Assignment – Please copy each line in the records below that contains the string "Juan".

**** Data provided

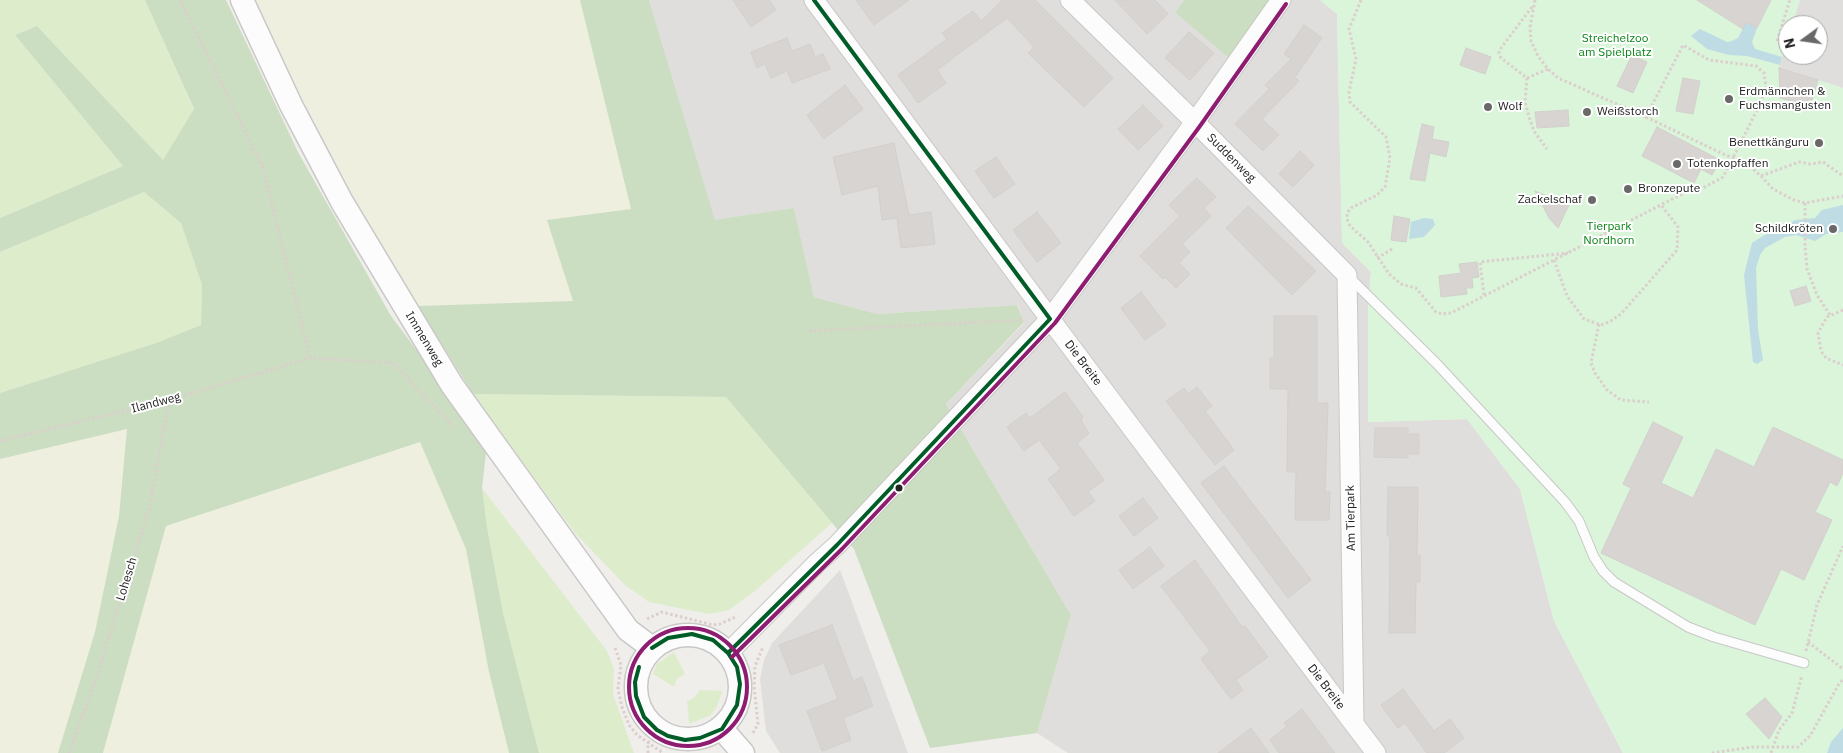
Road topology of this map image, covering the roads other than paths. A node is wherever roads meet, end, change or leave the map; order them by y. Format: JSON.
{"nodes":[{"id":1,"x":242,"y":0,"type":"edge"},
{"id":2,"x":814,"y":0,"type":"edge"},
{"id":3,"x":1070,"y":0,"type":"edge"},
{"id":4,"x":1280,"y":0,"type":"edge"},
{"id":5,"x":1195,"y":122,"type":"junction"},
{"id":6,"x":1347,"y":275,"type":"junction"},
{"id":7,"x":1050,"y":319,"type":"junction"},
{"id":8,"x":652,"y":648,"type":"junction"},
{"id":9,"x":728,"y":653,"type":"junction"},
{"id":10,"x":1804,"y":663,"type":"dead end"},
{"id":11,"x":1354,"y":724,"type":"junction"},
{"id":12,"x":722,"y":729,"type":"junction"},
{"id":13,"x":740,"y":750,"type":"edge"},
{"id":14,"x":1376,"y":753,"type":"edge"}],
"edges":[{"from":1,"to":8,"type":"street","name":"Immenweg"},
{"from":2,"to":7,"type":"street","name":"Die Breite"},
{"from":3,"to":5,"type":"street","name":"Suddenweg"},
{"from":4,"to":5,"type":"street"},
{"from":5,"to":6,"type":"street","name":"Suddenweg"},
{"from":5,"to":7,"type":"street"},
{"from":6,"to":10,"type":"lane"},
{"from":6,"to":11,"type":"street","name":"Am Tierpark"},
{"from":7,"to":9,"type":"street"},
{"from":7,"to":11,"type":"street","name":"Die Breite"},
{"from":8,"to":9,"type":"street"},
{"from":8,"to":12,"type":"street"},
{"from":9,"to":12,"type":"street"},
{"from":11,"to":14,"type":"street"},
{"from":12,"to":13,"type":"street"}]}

********
**** Data provided

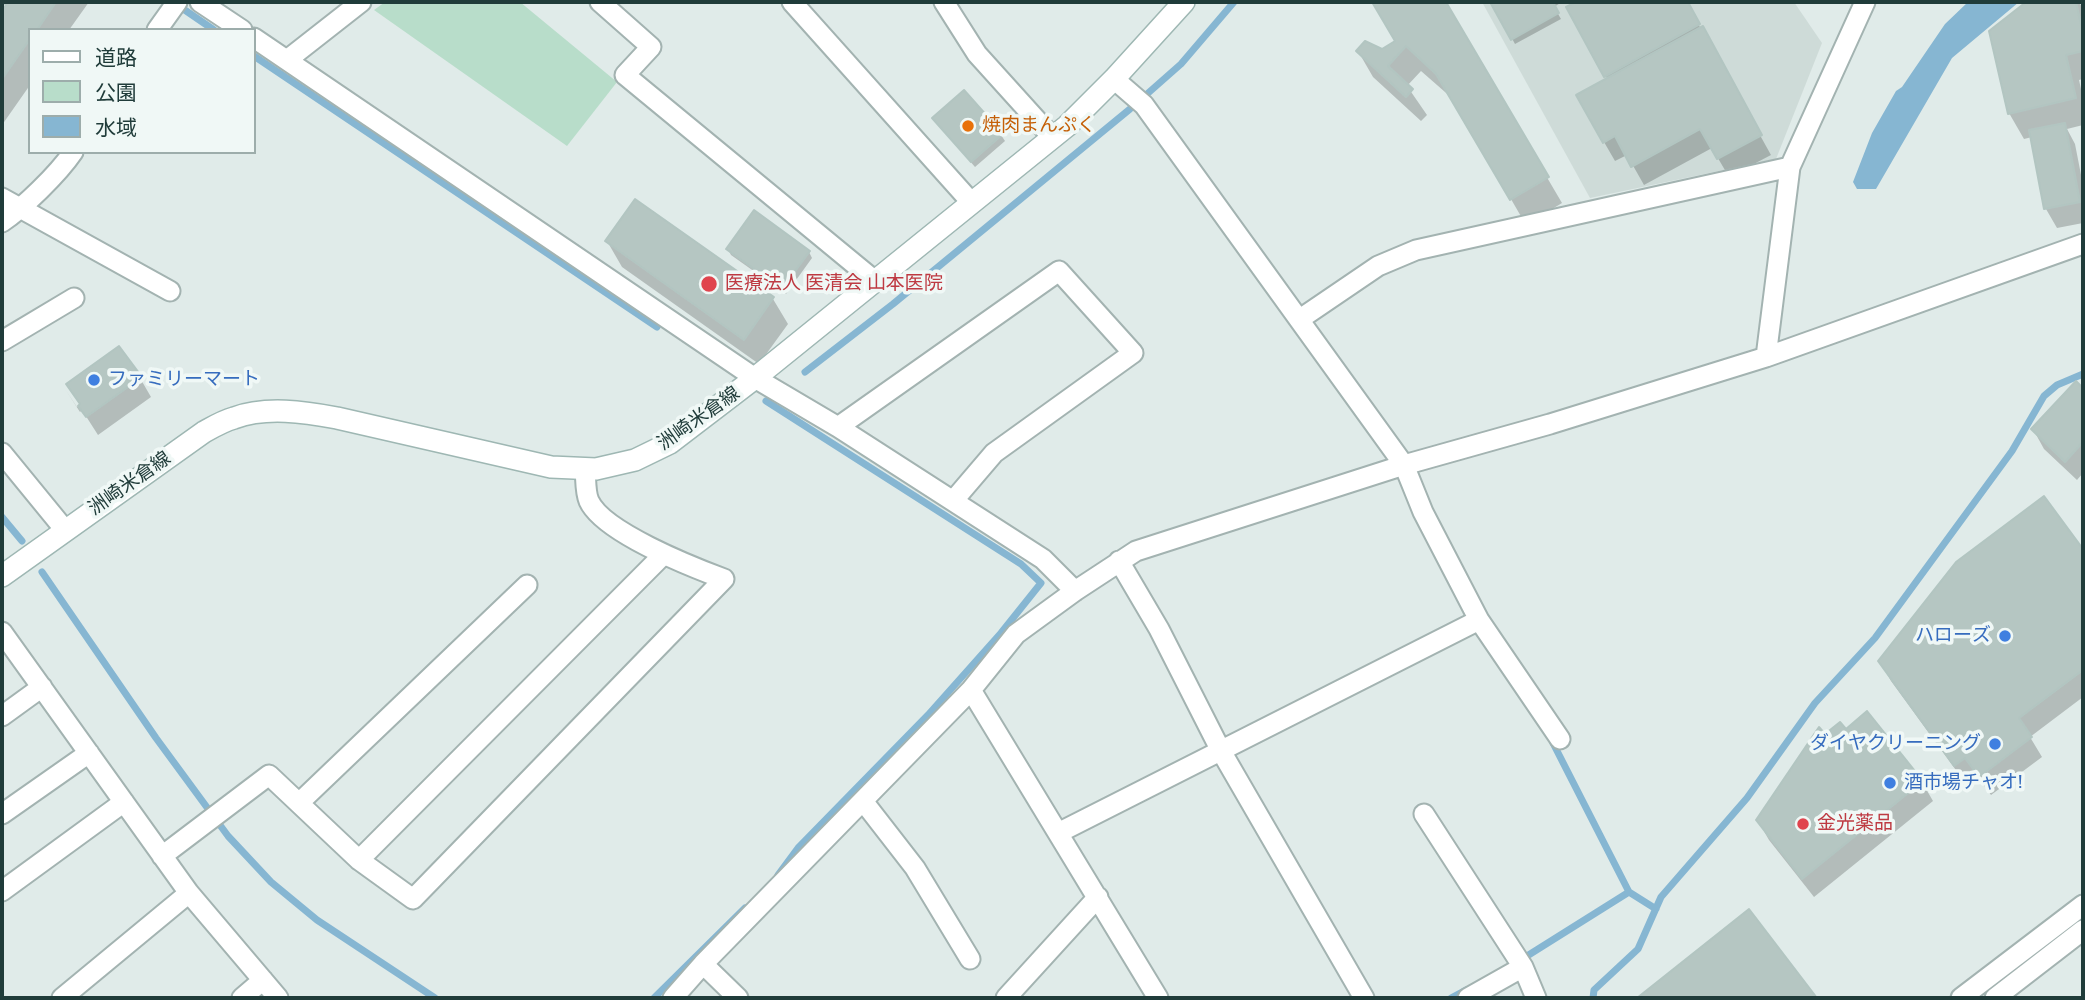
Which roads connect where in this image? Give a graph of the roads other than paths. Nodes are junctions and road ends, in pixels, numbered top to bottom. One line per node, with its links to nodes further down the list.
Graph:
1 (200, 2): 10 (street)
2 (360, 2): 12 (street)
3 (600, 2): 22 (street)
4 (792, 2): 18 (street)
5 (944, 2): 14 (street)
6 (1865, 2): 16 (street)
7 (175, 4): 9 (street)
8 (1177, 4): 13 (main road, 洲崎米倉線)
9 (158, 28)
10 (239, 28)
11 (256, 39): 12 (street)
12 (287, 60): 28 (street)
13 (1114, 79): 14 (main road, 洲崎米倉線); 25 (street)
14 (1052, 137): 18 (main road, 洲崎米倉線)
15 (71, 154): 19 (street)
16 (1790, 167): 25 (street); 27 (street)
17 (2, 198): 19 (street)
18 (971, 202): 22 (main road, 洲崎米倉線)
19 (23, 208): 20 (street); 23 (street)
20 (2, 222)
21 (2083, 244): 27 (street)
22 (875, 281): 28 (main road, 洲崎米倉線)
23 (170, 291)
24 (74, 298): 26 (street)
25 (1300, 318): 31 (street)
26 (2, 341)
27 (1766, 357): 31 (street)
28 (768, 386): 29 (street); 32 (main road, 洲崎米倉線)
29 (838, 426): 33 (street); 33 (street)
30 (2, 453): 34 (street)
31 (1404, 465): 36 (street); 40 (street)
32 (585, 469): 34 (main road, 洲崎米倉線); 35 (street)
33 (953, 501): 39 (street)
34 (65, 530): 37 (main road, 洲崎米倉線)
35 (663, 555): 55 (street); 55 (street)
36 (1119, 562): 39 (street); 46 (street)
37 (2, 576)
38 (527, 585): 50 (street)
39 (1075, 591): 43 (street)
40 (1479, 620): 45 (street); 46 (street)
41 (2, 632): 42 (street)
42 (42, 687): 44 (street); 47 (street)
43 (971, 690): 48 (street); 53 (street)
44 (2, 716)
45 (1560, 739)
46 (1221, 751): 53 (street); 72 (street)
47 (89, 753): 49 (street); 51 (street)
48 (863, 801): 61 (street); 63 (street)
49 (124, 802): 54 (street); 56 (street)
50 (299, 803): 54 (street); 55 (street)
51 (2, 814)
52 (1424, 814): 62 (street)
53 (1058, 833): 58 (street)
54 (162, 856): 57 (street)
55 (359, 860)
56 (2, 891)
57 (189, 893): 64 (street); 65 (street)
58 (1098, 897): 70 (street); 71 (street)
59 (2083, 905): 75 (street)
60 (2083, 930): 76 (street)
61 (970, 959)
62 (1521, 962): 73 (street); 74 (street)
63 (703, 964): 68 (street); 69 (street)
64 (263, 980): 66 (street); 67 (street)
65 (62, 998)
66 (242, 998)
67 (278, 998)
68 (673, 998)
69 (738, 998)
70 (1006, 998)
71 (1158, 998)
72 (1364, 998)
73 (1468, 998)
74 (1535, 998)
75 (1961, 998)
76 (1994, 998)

********
**** Data provided

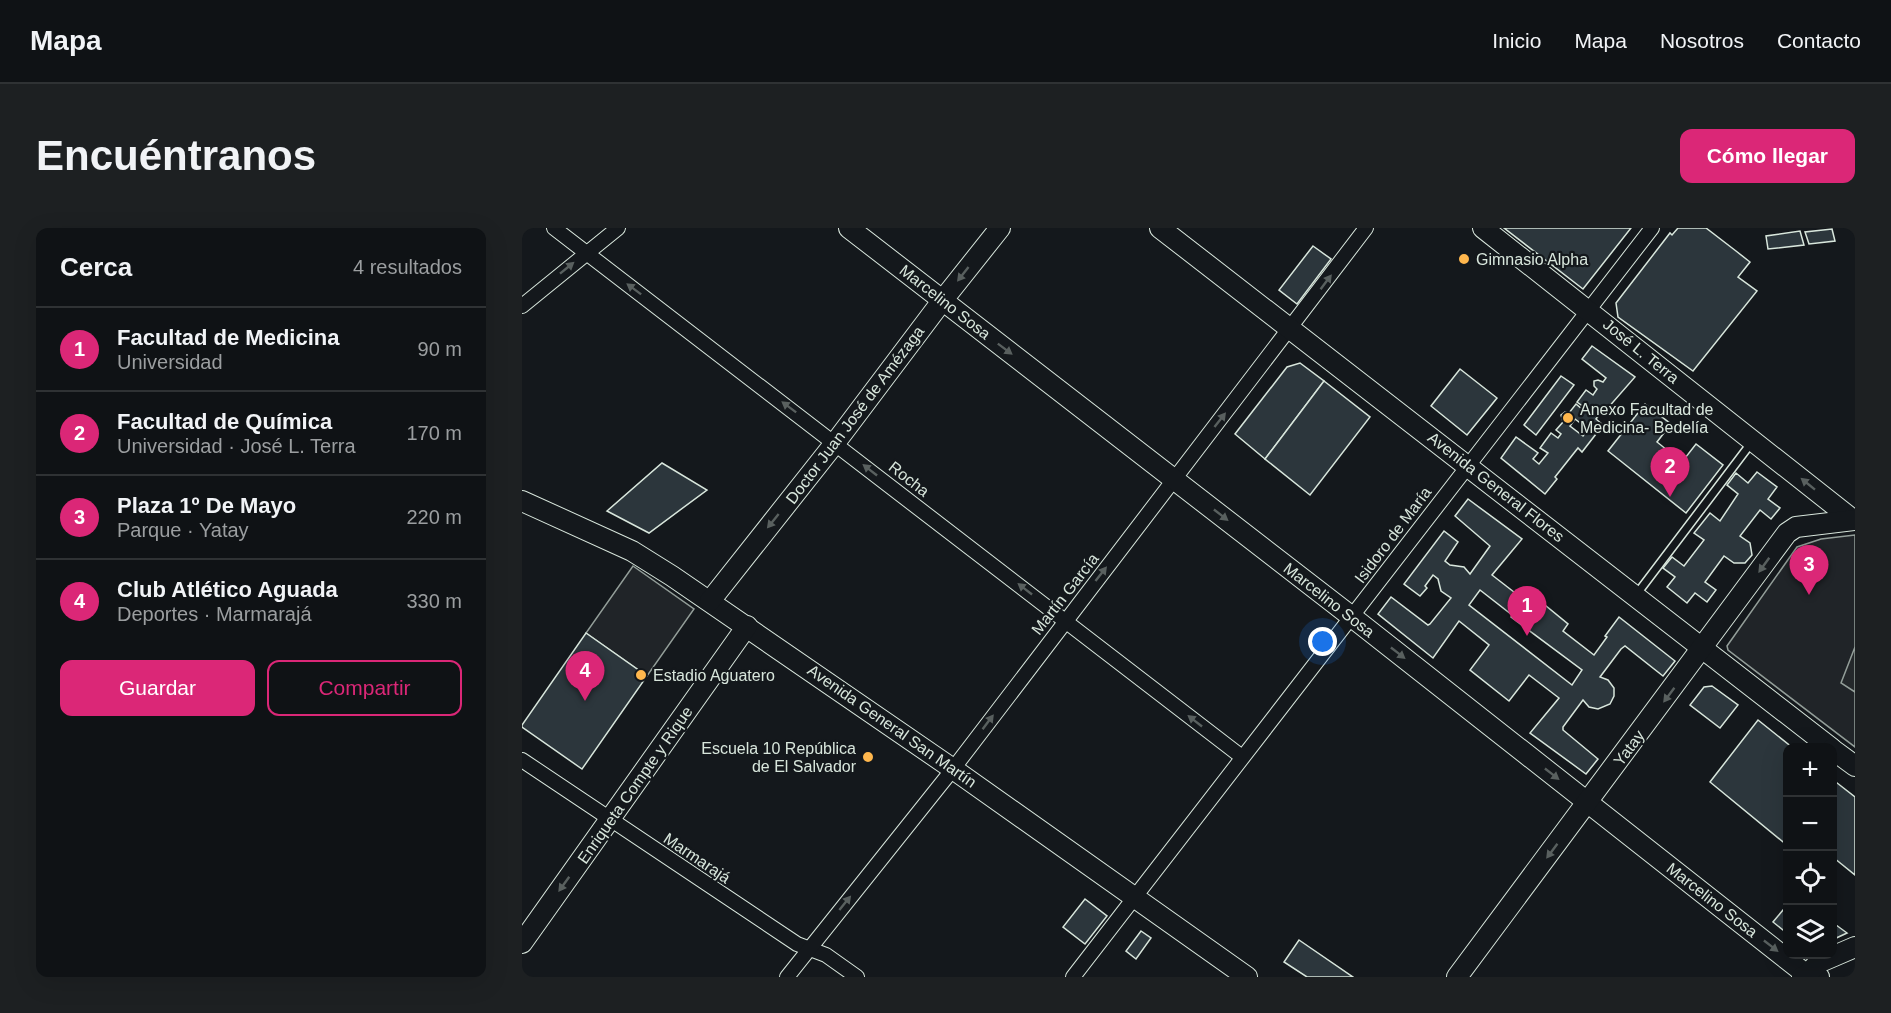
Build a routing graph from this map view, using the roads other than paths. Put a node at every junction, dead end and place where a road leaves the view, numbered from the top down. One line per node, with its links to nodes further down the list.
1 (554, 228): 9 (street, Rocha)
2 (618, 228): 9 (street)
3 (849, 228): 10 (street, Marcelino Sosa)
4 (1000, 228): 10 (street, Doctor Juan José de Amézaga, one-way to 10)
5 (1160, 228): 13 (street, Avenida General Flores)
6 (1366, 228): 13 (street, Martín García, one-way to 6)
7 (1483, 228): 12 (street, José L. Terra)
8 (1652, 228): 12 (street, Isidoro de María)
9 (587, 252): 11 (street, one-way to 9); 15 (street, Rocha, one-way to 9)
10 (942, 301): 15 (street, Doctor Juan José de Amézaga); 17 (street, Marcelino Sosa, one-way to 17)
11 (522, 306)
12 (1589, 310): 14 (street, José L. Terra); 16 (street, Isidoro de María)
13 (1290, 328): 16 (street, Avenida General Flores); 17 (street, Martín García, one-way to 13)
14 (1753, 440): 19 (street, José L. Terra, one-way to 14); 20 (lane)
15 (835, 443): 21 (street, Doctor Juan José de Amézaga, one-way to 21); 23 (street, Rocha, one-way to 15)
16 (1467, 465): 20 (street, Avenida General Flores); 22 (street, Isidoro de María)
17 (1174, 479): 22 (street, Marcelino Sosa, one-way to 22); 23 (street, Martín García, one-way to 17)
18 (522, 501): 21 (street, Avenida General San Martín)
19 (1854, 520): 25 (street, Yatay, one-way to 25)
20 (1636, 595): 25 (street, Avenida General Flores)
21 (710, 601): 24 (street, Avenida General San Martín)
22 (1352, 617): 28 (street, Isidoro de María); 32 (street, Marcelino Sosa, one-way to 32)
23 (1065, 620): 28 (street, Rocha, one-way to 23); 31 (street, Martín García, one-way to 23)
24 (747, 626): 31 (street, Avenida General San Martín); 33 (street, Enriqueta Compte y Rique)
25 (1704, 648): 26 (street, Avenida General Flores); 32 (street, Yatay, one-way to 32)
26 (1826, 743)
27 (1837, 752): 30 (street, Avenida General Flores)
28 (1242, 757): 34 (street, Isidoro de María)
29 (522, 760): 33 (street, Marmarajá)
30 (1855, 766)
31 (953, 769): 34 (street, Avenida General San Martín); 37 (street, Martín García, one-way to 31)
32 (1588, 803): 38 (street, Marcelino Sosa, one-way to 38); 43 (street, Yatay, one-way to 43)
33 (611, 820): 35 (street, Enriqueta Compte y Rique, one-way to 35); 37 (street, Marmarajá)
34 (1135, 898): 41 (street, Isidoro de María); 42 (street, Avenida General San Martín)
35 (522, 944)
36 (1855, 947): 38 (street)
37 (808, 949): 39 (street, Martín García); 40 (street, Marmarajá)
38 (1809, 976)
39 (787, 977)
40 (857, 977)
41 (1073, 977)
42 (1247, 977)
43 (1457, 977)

********

Answer to this task –
4 (1000, 228): 10 (street, Doctor Juan José de Amézaga, one-way to 10)
10 (942, 301): 15 (street, Doctor Juan José de Amézaga); 17 (street, Marcelino Sosa, one-way to 17)
15 (835, 443): 21 (street, Doctor Juan José de Amézaga, one-way to 21); 23 (street, Rocha, one-way to 15)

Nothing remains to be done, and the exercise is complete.